Tuesday, November 24, 2009

Teresita Fernandez and Drawn Toward Light



The Blanton Museum of Art at The University of Texas at Austin is pleased to present Teresita Fernández: Blind Landscape, a survey of new and recent works by this internationally acclaimed artist. The exhibition is organized by and premiered at the University of South Florida Contemporary Art Museum (USFCAM) and was curated by David Louis Norr, chief curator, USF Institute for Research in Art, in close collaboration with the artist. Accompanying Teresita Fernández: Blind Landscape, Drawn Toward Light is an exhibition featuring works from the Blanton's collections that use light as a medium. Both exhibitions will be on view November 1, 2009 to January 3, 2010.

American artist Teresita Fernández (born in Miami, lives and works in Brooklyn) is widely known for her immersive installations and evocative large-scale sculptures that explore the cultural fabrication of nature. Characterized by her deft ability to transform common materials like steel, graphite and glass into forms and images reminiscent of the natural world, Fernández' works bring idea and experience into poetic tension. Meticulous, subtle, and always surprising, her sculptural scenarios offer viewers unique opportunities for contemplation and discovery.

"Investigating the act of looking is central to Teresita Fernández' work," says Annette DiMeo Carlozzi, the Blanton's curator of American and contemporary art and director of curatorial affairs. "Her works address our experiences of light and space as they evolve moment-to-moment and respond to sensation, memory, and the process of perception."

The Austin presentation of the exhibition includes five recent large-scale sculptures, a series of six wall works, and a new, monumental drawing made on site. Featured among the large-scale works is Vertigo (sotto en su) from 2007, comprised of layers of precision-cut, highly polished metal woven into a reflective and intricate arboreal pattern suspended high above the viewer, not unlike an immense, cascading tree branch. "The multiple planes of space through which the viewer looks become visible simultaneously, vacillating between object and optical phenomena, continuously disassembling and reassembling," writes curator Norr.

The Blanton's presentation also features Stacked Waters, 2009—a two-story, site-specific work commissioned for the museum's Rapoport Atrium earlier this year. Stacked Waters consists of 3,100 square feet of custom–cast acrylic that covers the cavernous atrium walls in a striped swirl pattern resembling water. Horizontal bands of saturated color shift and fade from deep blue to white, creating what the artist calls "a colored abstraction" from which the visitor emerges at the top of the Museum's grand stair.

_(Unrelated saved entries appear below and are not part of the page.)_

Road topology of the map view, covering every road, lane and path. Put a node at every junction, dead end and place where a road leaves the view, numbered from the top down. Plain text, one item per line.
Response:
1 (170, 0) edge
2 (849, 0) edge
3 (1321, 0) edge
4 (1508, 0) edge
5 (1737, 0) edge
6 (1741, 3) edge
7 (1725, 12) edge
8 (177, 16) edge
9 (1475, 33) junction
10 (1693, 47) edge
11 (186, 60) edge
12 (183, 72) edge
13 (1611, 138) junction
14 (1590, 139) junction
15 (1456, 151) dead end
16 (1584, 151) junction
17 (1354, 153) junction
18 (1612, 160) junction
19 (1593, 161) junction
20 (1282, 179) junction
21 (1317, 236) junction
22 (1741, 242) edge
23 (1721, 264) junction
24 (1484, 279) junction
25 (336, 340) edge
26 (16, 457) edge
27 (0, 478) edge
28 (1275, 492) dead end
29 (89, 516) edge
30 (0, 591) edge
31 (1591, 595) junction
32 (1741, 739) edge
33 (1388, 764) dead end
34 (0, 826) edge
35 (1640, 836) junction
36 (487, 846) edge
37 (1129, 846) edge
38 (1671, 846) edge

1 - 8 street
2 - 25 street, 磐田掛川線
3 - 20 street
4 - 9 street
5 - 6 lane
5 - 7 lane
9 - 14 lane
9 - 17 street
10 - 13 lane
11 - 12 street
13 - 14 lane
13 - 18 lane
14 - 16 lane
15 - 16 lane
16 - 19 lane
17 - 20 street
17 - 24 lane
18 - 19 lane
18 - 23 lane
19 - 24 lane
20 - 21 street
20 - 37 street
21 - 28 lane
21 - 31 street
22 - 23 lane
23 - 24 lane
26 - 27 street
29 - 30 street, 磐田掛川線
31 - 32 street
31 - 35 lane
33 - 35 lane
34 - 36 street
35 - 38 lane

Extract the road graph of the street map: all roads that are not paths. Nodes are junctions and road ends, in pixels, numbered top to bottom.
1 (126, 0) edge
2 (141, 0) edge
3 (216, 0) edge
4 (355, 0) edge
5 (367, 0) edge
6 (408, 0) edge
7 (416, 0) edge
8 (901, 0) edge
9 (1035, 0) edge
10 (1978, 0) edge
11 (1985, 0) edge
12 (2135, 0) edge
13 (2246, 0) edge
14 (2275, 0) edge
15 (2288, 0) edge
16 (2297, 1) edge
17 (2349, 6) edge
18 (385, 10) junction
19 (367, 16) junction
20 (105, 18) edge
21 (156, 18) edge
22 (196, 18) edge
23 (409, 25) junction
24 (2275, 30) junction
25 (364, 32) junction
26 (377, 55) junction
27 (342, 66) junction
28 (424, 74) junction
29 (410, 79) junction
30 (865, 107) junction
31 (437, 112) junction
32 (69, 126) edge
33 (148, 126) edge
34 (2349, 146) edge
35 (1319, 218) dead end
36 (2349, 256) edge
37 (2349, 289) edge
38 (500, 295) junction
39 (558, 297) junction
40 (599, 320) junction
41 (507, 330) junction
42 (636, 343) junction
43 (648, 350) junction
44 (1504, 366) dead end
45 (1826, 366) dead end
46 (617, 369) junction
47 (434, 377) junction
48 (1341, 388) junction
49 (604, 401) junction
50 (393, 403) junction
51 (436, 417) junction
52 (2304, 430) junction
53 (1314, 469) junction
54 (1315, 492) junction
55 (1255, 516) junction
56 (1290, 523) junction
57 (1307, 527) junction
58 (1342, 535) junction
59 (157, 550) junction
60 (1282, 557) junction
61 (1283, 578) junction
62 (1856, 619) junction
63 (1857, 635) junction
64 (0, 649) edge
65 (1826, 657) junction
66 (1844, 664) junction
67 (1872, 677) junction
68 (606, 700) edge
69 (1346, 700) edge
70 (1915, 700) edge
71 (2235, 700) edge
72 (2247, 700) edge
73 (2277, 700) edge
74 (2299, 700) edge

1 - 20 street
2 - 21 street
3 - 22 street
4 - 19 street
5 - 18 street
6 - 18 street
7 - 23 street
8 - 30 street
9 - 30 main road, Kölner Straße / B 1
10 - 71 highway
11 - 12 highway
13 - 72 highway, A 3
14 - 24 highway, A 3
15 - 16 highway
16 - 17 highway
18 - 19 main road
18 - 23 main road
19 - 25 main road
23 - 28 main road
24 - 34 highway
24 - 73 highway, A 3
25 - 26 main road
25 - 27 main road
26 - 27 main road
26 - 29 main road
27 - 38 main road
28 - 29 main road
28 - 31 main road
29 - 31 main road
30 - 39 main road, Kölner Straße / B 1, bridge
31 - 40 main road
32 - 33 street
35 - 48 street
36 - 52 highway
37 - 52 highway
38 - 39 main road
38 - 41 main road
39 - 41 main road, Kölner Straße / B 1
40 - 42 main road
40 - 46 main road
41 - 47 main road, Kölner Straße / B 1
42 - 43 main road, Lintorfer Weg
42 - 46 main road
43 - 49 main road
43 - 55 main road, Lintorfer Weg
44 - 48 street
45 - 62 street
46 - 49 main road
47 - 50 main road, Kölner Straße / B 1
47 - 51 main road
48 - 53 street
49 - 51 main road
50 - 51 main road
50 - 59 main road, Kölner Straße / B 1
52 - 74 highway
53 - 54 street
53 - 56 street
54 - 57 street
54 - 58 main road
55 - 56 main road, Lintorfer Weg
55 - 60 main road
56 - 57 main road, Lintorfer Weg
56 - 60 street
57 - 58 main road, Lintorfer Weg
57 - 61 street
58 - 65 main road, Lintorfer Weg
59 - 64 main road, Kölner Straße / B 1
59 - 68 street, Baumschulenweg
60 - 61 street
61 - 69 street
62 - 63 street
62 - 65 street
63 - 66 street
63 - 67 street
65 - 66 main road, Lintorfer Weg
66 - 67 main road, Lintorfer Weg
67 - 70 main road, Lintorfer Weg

Titled in a nod to Donald Judd's boxes, the work suggests that the space is a container, in this case of light and communal activity. Visitors move within its volume, lured by the image yet fully aware of its fabrication.

Major support for Teresita Fernández: Blind Landscape at The Blanton is provided by Jeanne and Michael Klein and the Linda Pace Foundation. Funding also is provided by Julie and John Thornton and by Lora Reynolds and Quincy Lee in honor of Jeanne and Michael Klein.

Drawn Toward Light
Light is an essential element of visual experience and the means by which we see and begin to perceive the world around us. A special complement to Teresita Fernández: Blind Landscape, Drawn Toward Light is an exhibition of works from the Blanton's holdings that use light as a medium. Stephen Antonakos, Paul Chan, James Turrell and Leo Villarreal focus light into elemental geometric shapes to give it physical presence and sculptural form.